At dinner, after Dara shuts Adjie's mouth and turns on classical music loudly, Dara is visited by a quiet, fat man named Rama who joins Dara and Eko for dinner. The conversation in there is dominated by Eko who tells Rama about exercising for a six pack. While they are at the dinner table, Adjie manages to break the chain and set himself free from the room. Realizing that Adjie is loose, Dara takes her crossbow (placed secretly under the dinner table) and shoots Eko's chest, then slits his throat with a machete. Then, she slashes Rama's shoulder and when Rama crawls to the front door, he is decapitated by Dara with the same machete as a slash on his shoulder.

Adjie returns to the gory room and hides there from Dara. Dara, who finds Adjie, gets stabbed in the hand by Adjie. Then Adjie quickly runs to front door, opens it, and goes into his car. When he wants to close his car door, Dara with her chainsaw turned on breaks it and slaughters Adjie with it, leaving no survivor that night.

The scene changes to Dara's restaurant, where she takes some meat from her refrigerator, and it is revealed that the meat used for her meals, are human meat. Then the camera pans through the restaurant as everybody looks appreciatively at the food cooked by Dara herself. Dara who still won over the men' fights yet, smiles and makes a grimace to camera.

==Cast==
- Shareefa Daanish as Dara
- Mike Lucock as Adjie
- Dendy Subangil as Eko
- Ruli Lubis as Rama

== Release ==
The film premiered at the Screamfest Horror Film Festival on October 19, 2007. It was subsequently featured in the 2008 anthology horror film Takut: Faces of Fear.

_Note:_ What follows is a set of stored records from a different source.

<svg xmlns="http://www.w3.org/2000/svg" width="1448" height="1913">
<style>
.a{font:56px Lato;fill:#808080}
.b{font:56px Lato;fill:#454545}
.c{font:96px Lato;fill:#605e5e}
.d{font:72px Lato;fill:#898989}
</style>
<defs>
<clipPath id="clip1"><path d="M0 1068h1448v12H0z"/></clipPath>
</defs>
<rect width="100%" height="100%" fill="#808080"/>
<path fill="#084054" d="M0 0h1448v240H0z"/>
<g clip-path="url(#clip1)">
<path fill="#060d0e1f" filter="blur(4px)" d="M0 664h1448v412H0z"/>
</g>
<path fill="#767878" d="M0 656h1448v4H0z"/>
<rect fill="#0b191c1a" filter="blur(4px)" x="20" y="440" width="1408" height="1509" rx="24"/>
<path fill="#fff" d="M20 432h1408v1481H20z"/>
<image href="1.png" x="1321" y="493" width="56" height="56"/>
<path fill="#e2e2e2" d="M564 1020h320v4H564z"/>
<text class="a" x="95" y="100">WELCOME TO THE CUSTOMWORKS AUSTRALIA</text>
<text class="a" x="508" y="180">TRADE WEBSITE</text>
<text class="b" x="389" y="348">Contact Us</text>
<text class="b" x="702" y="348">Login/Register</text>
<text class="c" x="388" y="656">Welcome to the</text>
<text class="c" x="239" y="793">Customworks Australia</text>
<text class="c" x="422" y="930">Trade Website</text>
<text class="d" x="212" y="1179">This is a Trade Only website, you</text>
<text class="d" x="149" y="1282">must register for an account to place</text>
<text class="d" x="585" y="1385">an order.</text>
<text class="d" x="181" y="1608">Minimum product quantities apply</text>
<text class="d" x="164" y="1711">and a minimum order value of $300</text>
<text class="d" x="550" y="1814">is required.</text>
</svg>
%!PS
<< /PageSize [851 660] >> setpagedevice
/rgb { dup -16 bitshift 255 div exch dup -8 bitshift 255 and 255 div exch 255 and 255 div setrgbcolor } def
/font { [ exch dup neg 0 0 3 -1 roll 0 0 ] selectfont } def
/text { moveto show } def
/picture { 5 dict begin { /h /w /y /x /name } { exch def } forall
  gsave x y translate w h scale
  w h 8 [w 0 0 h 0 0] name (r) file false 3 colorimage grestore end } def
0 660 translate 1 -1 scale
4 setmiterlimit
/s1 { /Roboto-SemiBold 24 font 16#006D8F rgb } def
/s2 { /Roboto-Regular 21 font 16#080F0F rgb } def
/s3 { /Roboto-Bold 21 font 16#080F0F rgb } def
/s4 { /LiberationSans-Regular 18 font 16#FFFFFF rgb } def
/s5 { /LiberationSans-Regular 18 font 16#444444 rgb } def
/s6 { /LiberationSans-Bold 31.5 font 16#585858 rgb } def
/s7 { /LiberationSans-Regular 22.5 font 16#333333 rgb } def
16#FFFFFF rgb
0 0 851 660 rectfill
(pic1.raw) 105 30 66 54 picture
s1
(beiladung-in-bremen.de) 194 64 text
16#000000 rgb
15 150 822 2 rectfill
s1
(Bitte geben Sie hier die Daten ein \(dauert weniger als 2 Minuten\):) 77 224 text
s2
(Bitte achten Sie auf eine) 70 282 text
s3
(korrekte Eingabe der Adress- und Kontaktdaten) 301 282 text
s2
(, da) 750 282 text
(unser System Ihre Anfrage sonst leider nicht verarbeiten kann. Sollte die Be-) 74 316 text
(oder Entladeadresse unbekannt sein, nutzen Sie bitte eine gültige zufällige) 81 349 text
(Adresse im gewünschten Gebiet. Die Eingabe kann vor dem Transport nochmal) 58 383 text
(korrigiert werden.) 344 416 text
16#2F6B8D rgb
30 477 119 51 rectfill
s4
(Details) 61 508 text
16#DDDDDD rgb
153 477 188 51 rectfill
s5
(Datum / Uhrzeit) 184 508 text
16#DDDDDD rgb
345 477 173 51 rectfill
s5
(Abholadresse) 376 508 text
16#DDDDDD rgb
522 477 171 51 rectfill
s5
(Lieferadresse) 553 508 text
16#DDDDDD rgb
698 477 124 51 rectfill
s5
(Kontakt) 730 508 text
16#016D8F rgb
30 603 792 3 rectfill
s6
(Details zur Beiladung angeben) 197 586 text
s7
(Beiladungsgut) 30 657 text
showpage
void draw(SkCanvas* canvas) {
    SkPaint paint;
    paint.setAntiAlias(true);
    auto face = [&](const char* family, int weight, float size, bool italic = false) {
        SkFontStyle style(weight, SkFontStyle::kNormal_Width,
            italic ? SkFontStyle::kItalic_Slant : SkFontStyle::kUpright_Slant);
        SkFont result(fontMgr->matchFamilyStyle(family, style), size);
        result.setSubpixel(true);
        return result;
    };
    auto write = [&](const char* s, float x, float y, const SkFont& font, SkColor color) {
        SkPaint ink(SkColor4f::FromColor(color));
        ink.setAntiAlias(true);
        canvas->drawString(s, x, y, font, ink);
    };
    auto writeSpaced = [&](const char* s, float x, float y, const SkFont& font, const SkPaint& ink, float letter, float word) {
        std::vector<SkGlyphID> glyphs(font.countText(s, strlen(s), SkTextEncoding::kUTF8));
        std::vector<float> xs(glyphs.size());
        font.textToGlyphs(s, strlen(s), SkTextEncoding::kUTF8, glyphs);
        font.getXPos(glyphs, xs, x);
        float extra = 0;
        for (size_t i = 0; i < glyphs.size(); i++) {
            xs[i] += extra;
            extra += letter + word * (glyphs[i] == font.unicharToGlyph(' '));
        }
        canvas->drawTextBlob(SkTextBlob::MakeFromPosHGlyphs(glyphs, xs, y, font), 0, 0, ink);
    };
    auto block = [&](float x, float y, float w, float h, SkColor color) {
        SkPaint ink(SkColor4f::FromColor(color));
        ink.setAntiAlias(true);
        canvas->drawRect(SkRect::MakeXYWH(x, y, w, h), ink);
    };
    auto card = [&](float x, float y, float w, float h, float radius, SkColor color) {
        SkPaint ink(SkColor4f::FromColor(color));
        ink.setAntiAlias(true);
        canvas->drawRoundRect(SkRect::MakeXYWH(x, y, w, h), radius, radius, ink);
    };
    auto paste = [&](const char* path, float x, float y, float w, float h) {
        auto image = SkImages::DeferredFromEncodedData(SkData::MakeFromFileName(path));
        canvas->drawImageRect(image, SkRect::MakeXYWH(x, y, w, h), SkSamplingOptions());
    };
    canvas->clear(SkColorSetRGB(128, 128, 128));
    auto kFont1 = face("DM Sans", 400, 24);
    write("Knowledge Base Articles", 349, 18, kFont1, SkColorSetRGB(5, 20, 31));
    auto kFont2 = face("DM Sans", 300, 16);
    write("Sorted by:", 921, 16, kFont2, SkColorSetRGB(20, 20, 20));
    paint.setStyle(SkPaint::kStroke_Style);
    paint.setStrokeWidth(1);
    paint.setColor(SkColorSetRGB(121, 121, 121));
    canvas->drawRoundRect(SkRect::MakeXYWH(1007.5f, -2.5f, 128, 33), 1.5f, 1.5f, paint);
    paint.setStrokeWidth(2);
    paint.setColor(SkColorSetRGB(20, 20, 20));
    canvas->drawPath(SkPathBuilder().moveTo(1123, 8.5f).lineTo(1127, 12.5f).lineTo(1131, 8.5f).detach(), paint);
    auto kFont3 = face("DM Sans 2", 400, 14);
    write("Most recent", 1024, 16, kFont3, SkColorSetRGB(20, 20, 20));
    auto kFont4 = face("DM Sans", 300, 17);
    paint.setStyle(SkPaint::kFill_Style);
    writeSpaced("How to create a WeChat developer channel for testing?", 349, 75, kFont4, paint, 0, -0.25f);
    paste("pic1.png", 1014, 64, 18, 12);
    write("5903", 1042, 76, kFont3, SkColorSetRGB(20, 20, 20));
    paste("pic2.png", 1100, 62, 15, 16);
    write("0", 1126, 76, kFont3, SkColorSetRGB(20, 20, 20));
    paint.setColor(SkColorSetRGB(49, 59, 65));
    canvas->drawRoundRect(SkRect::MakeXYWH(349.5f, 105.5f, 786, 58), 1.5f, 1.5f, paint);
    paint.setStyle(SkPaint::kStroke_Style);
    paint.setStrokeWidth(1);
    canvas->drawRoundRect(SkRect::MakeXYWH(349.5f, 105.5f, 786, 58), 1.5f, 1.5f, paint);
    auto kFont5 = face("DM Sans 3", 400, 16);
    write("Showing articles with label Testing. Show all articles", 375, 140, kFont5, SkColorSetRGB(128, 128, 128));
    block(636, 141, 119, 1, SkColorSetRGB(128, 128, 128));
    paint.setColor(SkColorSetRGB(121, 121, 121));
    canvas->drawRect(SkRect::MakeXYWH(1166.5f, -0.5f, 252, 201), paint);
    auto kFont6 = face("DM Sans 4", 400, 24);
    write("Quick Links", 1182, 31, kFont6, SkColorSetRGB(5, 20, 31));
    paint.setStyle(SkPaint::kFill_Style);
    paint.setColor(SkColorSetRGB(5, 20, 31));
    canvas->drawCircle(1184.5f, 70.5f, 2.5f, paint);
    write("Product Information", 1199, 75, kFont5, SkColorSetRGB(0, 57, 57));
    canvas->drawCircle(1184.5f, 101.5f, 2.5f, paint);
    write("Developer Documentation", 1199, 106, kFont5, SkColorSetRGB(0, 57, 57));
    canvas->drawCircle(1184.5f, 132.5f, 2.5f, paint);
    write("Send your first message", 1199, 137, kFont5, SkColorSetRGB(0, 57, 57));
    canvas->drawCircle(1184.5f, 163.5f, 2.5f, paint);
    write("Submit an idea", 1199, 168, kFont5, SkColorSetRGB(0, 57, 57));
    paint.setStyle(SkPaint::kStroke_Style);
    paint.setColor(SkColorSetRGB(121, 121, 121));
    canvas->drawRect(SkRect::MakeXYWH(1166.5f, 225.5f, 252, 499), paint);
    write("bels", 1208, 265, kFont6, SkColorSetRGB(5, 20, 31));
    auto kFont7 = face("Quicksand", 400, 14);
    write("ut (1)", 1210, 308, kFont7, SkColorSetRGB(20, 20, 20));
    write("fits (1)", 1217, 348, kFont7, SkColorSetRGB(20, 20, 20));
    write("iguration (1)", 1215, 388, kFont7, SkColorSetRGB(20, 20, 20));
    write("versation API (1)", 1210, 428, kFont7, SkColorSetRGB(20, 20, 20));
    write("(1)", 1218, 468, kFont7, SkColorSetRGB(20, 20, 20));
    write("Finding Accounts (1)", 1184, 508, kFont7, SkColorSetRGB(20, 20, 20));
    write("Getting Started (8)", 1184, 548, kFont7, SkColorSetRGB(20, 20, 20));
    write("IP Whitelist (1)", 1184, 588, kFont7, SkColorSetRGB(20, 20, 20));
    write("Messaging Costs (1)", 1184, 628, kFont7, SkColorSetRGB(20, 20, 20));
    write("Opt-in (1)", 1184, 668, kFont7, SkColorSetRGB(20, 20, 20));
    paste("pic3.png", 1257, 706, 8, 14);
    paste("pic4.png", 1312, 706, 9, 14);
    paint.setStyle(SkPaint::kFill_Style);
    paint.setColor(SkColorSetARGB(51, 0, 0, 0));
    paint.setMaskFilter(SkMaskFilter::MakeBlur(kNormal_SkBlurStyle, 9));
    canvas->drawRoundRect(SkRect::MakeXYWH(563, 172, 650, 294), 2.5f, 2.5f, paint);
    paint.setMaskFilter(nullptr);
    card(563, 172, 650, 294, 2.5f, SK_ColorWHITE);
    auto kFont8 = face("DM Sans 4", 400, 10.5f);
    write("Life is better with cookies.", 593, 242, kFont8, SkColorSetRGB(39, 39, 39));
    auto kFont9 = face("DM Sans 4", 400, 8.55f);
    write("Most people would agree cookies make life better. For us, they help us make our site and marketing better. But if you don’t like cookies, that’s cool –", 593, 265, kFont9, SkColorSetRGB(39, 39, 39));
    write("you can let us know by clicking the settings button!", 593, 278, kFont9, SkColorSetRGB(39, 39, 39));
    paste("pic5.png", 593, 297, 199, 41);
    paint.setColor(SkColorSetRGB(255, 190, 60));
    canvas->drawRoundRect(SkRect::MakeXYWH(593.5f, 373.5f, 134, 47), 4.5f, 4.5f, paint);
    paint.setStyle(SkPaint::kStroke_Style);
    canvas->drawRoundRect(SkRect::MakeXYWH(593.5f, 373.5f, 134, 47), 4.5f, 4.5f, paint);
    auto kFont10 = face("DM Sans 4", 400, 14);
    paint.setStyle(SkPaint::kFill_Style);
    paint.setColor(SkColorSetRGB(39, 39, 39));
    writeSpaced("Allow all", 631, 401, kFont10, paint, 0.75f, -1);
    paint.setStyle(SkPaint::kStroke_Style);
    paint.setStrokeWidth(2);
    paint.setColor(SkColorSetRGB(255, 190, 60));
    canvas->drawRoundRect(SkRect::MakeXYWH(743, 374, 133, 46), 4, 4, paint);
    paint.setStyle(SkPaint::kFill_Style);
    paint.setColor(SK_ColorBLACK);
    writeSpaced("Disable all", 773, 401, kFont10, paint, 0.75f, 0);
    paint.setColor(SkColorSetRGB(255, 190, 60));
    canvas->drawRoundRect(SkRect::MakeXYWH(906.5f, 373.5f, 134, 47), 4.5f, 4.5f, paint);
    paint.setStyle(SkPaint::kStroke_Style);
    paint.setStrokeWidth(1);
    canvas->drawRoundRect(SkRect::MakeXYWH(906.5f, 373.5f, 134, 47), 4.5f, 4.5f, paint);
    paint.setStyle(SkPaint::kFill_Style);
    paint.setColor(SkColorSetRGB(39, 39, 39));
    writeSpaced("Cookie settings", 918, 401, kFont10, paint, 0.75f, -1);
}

== Awards and nominations ==

| Year | Award | Category | Work | Result |
| 2007 | Freak Show Horror Film Festival | Audience Choice Award | Dara | Won |
| New York City Horror Film Festival | Audience Award | Won |

== Feature film adaptation ==
A feature film adaptation of Dara was released in 2009 titled Macabre (also known as Rumah Dara) with both Tjahjanto and Stamboel directing as The Mo Brothers. The film stars Shareefa Daanish as the titular character as well as the rest of the short film's cast with character adjustment and features several new performers, including Julie Estelle, Sigi Wimala, Arifin Putra, and Imelda Therinne.